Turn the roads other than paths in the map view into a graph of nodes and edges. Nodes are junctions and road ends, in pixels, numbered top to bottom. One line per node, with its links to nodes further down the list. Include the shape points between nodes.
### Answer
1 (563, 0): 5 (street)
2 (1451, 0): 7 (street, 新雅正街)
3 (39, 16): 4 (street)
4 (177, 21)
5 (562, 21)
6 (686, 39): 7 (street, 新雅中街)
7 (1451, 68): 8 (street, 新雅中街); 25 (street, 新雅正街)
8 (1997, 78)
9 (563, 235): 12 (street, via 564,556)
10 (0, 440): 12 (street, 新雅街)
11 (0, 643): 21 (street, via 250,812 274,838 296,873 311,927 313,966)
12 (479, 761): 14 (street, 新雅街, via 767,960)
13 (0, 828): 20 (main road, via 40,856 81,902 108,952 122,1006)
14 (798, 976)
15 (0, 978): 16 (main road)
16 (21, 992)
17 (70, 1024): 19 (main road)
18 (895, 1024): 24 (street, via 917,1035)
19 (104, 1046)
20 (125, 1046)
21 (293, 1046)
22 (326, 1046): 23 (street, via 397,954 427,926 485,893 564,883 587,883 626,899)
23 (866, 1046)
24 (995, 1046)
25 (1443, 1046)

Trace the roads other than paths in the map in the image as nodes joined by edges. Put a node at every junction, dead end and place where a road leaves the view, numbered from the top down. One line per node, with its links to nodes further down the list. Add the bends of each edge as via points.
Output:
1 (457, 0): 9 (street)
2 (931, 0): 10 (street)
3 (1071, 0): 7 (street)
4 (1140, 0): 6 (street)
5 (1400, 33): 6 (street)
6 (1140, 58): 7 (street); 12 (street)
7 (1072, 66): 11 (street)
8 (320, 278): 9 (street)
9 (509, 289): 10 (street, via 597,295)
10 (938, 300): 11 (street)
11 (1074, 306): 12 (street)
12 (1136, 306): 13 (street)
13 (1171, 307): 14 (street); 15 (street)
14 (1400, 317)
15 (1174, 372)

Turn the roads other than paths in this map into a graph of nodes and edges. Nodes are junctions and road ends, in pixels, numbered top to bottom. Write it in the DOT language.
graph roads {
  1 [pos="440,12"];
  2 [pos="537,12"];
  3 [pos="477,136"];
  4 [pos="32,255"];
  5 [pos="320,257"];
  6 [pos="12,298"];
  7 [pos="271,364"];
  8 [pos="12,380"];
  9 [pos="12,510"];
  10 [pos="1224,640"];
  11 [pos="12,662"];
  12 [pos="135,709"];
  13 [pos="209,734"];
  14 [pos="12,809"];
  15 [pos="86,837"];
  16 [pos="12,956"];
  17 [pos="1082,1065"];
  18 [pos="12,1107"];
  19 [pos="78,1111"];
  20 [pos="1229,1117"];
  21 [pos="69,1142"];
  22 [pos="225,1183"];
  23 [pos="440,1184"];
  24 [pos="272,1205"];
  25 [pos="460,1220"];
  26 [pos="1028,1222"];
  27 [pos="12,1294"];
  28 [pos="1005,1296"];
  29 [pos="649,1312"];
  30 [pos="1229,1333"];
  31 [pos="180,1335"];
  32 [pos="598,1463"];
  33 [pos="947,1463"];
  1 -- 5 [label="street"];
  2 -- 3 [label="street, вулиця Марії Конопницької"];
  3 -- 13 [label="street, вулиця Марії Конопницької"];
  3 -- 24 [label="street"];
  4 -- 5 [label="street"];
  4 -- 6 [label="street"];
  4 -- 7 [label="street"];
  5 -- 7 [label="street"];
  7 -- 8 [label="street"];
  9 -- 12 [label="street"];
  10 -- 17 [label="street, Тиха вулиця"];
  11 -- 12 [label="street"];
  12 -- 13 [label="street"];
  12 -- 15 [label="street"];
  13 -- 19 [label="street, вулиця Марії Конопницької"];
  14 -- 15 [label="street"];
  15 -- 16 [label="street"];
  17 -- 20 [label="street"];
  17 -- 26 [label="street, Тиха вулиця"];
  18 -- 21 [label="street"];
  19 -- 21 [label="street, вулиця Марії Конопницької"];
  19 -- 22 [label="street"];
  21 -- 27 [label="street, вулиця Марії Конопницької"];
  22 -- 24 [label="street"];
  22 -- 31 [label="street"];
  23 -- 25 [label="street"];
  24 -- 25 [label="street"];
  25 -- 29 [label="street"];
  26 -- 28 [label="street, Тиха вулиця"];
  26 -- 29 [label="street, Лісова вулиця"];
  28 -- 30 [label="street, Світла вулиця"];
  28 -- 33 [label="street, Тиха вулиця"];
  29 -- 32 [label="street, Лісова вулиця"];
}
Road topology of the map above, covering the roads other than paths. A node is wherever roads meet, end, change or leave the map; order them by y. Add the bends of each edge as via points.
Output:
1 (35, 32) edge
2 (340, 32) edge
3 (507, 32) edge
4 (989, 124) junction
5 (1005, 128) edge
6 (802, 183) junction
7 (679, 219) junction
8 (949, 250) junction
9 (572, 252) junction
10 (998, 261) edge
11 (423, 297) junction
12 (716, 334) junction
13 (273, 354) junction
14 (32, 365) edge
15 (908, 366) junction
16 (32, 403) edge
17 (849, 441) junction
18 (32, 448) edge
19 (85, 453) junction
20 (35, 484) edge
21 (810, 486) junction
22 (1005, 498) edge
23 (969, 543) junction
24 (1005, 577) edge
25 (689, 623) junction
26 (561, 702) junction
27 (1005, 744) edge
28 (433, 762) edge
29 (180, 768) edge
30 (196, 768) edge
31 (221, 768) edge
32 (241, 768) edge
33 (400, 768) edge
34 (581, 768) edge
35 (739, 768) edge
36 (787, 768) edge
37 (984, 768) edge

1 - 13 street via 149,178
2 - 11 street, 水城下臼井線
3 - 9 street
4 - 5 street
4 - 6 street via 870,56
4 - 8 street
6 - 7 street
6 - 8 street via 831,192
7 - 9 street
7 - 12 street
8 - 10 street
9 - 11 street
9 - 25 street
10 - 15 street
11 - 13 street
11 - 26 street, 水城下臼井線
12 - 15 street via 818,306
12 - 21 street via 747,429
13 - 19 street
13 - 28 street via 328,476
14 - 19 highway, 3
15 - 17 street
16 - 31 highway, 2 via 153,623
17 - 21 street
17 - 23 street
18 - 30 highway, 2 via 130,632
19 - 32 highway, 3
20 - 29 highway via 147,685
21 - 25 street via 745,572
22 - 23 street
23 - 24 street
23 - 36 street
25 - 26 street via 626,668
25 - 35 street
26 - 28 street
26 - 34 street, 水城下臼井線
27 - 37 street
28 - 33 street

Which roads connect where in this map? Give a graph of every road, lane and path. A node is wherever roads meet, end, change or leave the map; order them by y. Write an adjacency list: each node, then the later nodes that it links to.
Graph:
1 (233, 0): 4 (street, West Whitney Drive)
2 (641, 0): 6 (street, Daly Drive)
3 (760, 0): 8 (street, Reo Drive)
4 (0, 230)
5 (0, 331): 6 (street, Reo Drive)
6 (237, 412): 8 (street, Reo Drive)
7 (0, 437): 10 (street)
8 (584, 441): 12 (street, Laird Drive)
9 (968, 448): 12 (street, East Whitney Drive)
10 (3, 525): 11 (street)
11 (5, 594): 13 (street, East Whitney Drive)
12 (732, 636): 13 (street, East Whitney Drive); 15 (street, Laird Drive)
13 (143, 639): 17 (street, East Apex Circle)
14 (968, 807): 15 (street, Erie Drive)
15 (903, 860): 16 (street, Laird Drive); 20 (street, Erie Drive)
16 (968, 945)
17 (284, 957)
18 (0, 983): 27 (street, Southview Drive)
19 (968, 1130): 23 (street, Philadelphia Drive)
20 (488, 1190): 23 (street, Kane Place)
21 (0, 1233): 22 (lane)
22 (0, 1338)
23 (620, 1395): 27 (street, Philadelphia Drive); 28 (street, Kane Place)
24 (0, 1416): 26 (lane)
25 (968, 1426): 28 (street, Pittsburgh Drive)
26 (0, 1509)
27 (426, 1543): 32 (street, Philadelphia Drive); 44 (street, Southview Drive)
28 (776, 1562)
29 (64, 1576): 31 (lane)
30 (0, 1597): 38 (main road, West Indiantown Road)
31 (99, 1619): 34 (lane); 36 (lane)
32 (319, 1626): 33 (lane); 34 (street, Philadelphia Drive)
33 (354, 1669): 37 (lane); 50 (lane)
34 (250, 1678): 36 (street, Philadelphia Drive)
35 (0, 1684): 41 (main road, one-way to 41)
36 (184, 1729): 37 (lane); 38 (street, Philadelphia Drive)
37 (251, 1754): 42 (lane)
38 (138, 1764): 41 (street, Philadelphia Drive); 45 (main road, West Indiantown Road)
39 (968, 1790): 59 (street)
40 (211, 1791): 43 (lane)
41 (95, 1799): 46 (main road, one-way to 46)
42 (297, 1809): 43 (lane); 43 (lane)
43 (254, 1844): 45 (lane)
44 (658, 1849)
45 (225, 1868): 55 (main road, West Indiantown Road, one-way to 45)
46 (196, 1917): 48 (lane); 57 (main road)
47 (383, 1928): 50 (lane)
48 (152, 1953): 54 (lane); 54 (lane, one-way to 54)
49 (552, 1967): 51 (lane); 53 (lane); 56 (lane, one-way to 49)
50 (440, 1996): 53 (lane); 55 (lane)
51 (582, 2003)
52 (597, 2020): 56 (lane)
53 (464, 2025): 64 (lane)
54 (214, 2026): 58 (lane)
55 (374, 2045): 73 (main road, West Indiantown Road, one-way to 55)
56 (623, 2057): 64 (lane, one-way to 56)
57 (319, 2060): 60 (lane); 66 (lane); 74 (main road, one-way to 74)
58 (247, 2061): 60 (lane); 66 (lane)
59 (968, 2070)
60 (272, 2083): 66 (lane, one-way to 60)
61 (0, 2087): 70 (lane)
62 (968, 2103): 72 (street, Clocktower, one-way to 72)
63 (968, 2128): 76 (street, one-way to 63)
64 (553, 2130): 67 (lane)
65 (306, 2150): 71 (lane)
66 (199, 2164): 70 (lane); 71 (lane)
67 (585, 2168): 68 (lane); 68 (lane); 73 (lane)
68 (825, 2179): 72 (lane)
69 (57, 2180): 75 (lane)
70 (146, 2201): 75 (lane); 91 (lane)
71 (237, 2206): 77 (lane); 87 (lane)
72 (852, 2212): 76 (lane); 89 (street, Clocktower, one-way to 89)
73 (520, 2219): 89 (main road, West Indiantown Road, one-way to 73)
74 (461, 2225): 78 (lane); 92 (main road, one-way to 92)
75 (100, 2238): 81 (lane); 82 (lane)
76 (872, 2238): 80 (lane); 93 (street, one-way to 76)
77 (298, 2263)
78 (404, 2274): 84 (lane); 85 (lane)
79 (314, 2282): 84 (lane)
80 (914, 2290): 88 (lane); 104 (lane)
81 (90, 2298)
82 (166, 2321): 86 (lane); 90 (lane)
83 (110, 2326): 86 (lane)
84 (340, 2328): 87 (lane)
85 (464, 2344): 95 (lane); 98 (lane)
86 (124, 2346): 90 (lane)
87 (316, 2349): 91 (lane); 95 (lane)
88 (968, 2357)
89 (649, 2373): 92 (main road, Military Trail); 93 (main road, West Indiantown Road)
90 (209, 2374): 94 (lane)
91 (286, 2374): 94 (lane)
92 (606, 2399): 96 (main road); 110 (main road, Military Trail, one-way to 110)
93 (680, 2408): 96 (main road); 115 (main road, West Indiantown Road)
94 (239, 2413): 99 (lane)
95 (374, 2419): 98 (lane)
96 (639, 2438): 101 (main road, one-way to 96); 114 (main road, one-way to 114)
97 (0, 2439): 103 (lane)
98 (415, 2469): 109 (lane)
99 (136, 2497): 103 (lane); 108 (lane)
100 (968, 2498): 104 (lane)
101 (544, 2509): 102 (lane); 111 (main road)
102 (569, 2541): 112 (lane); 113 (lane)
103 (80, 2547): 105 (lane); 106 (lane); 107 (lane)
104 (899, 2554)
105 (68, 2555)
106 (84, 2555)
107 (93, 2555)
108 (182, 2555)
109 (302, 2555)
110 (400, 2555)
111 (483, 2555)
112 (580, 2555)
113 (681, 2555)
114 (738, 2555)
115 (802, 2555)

☆ ☆ ☆ ☆ ☆

_PROBLEM DESCRIPTION_.
Count every line in the data that contains the word "вулиця", then give that count and nothing else.

_OUTPUT FOR THIS EXERCISE_.
12